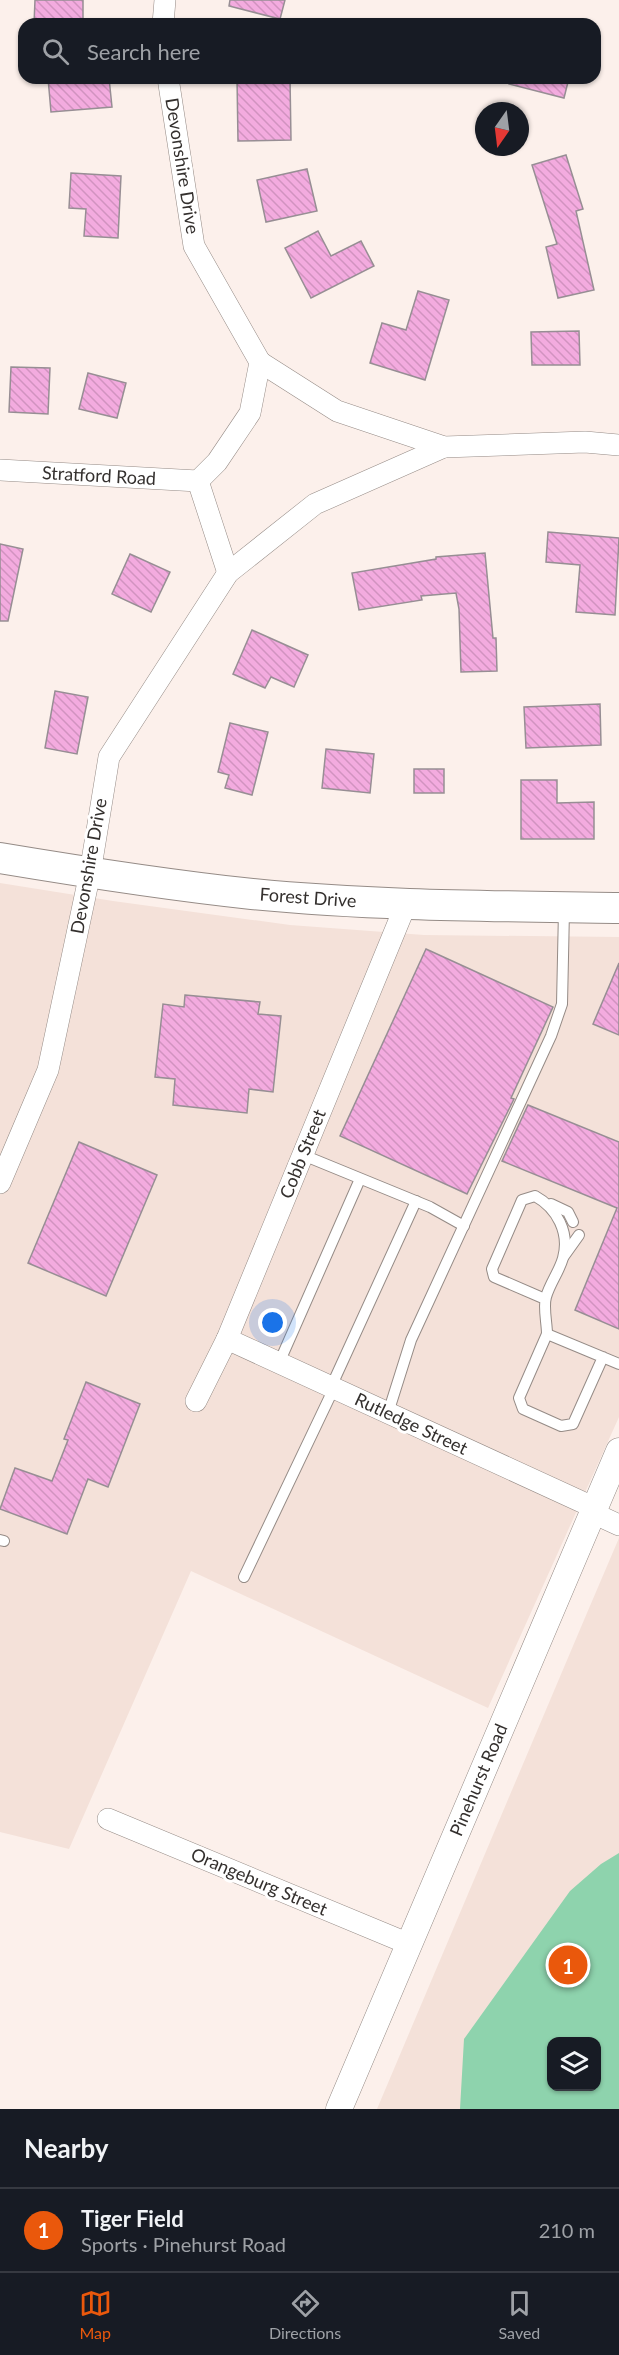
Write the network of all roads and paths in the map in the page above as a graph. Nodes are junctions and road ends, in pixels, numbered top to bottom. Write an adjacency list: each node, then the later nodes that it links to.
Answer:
1 (165, 0): 2 (street)
2 (164, 18)
3 (169, 84): 4 (street, Devonshire Drive)
4 (260, 363): 6 (street); 8 (street)
5 (619, 445): 6 (street)
6 (444, 447): 9 (street, Devonshire Drive)
7 (0, 470): 8 (street, Stratford Road)
8 (198, 482): 9 (street)
9 (228, 573): 11 (street, Devonshire Drive)
10 (0, 858): 11 (main road, Forest Drive)
11 (90, 873): 12 (main road, Forest Drive); 17 (street, Devonshire Drive)
12 (406, 904): 13 (main road, Forest Drive); 15 (street, Cobb Street)
13 (564, 907): 14 (main road, Forest Drive); 21 (lane)
14 (619, 908)
15 (303, 1155): 16 (lane); 26 (street, Cobb Street)
16 (360, 1179): 18 (lane); 28 (lane)
17 (0, 1183)
18 (416, 1201): 21 (lane); 30 (lane)
19 (546, 1202): 20 (lane); 23 (lane); 24 (lane)
20 (573, 1222)
21 (464, 1226): 32 (lane)
22 (579, 1235): 23 (lane)
23 (564, 1257): 24 (lane)
24 (545, 1299): 25 (lane)
25 (547, 1334): 27 (lane); 27 (lane)
26 (227, 1339): 28 (street, Rutledge Street); 31 (street, Cobb Street)
27 (603, 1357): 29 (lane)
28 (279, 1363): 30 (street, Rutledge Street)
29 (619, 1364)
30 (332, 1388): 32 (street, Rutledge Street); 36 (lane)
31 (196, 1401)
32 (387, 1413): 34 (street, Rutledge Street)
33 (619, 1451): 34 (street, Pinehurst Road)
34 (603, 1501): 35 (street, Rutledge Street); 38 (street, Pinehurst Road)
35 (619, 1526)
36 (244, 1577)
37 (108, 1819): 38 (street, Orangeburg Street)
38 (409, 1944): 39 (street, Pinehurst Road)
39 (339, 2109)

▶ [TO DO]:
Because only the text is wanted, copy each record above precisely and omit its pictures.

▶ [SOLVED EXERCISE]:
Write the network of all roads and paths in the map in the page above as a graph. Nodes are junctions and road ends, in pixels, numbered top to bottom. Write an adjacency list: each node, then the later nodes that it links to.
Answer:
1 (165, 0): 2 (street)
2 (164, 18)
3 (169, 84): 4 (street, Devonshire Drive)
4 (260, 363): 6 (street); 8 (street)
5 (619, 445): 6 (street)
6 (444, 447): 9 (street, Devonshire Drive)
7 (0, 470): 8 (street, Stratford Road)
8 (198, 482): 9 (street)
9 (228, 573): 11 (street, Devonshire Drive)
10 (0, 858): 11 (main road, Forest Drive)
11 (90, 873): 12 (main road, Forest Drive); 17 (street, Devonshire Drive)
12 (406, 904): 13 (main road, Forest Drive); 15 (street, Cobb Street)
13 (564, 907): 14 (main road, Forest Drive); 21 (lane)
14 (619, 908)
15 (303, 1155): 16 (lane); 26 (street, Cobb Street)
16 (360, 1179): 18 (lane); 28 (lane)
17 (0, 1183)
18 (416, 1201): 21 (lane); 30 (lane)
19 (546, 1202): 20 (lane); 23 (lane); 24 (lane)
20 (573, 1222)
21 (464, 1226): 32 (lane)
22 (579, 1235): 23 (lane)
23 (564, 1257): 24 (lane)
24 (545, 1299): 25 (lane)
25 (547, 1334): 27 (lane); 27 (lane)
26 (227, 1339): 28 (street, Rutledge Street); 31 (street, Cobb Street)
27 (603, 1357): 29 (lane)
28 (279, 1363): 30 (street, Rutledge Street)
29 (619, 1364)
30 (332, 1388): 32 (street, Rutledge Street); 36 (lane)
31 (196, 1401)
32 (387, 1413): 34 (street, Rutledge Street)
33 (619, 1451): 34 (street, Pinehurst Road)
34 (603, 1501): 35 (street, Rutledge Street); 38 (street, Pinehurst Road)
35 (619, 1526)
36 (244, 1577)
37 (108, 1819): 38 (street, Orangeburg Street)
38 (409, 1944): 39 (street, Pinehurst Road)
39 (339, 2109)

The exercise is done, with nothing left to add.